Querrard declined to comment on White's parting assessment of politics and law enforcement in the territory.
"I don't know what he saw. I'm going to have to experience it myself before I make any comments on that," he said.
Querrard emphasized it will take a spirit of cooperation to address the territory's mounting crime problem.
"I would just ask for the cooperation of the people of the Virgin Islands," Querrard said. "When I left as chief, we had a lot of input from the community. The community was our eyes and ears. People called all the time with information that caused the Police Department to have arrests before crimes and after crimes occurred. I'd like that continued support from the community."

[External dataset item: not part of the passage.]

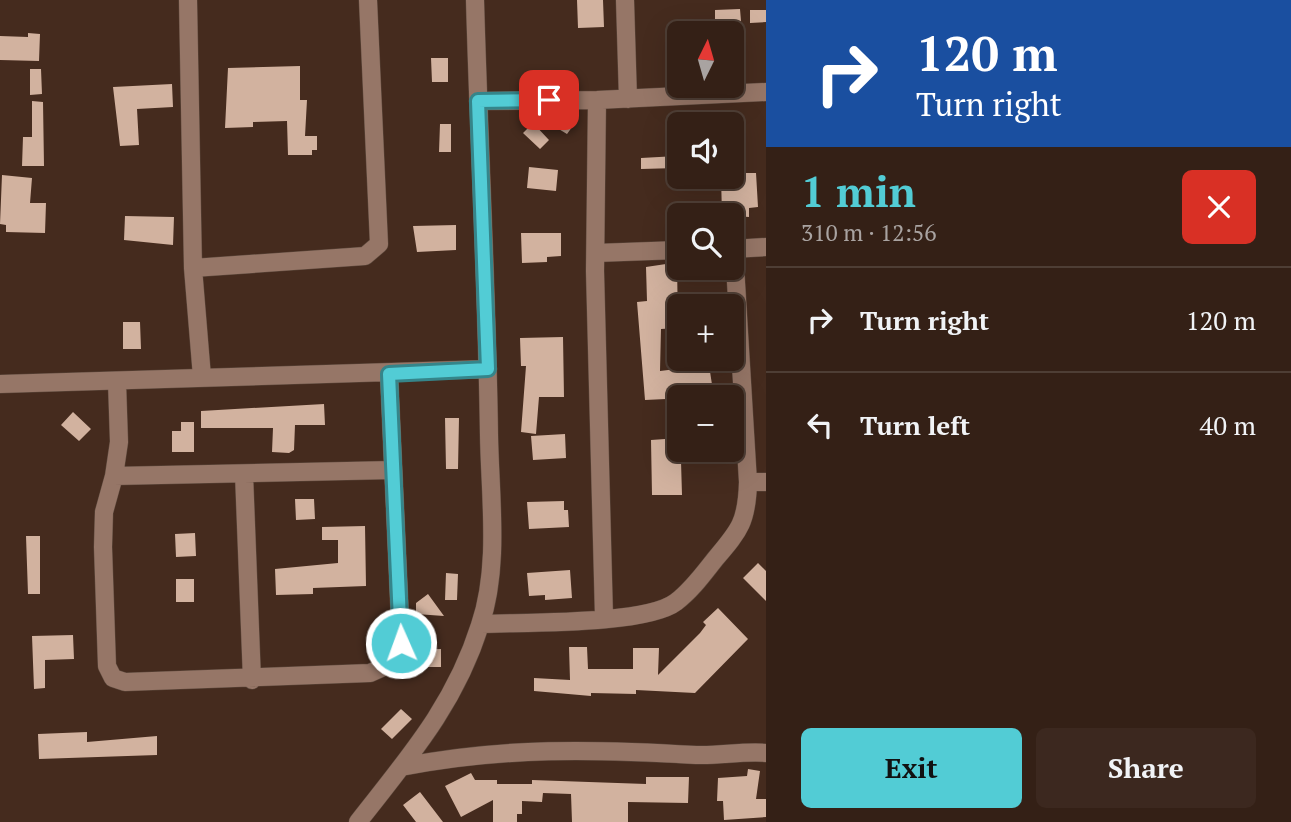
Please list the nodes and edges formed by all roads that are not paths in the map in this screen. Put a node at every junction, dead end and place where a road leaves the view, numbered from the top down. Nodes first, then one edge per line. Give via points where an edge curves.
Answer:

Greaux said deJongh had been in talks with Querrard about returning as assistant commissioner "long before" White's resignation. Greaux said the governor will continue to review "several candidates" for the commissioner position until he decides whether to appoint a permanent commissioner or to nominate Querrard for the post.
Greaux said he did not believe the governor and Querrard had discussed that possibility yet.
The assistant commissioner's salary, without the government-wide 8 percent pay cut set to expire in July, is $110,000 and will not be increased for the acting commissioner duties, according to Greaux.
According to V.I. Government Employees Retirement System regulations, Querrard can return to work for the government and continue to receive his GERS pension for a maximum of 75 days, after which, if he remains employed, his pension will cease and he will again become an active GERS member.
When he retires again, his monthly benefit will be recalculated based on his salary during his re-employment.
Greaux said Querrard will face "a wide gamut" of issues that need to be addressed to move the territory's police force forward, but he believes the governor and Querrard "share a common view" on how to do this until a permanent commissioner is put in place.
"Until that point, the governor is very confident that police operations will not be impacted," Greaux said.
Sen. Kenneth Gittens, chairman of the 30th Legislature's Public Safety, Homeland Security and Justice Committee, said the appointment of Querrard as acting commissioner comes at a time when the public is "duly concerned" about crime and the direction of the Police Department. Gittens said any permanent appointment to the post will be under "severe scrutiny" by him and his committee.
After a vacancy in a commissioner position occurs, the governor has 90 days to submit a nominee to the Legislature, which then has 90 days to act on the nomination, according to the V.I. Code.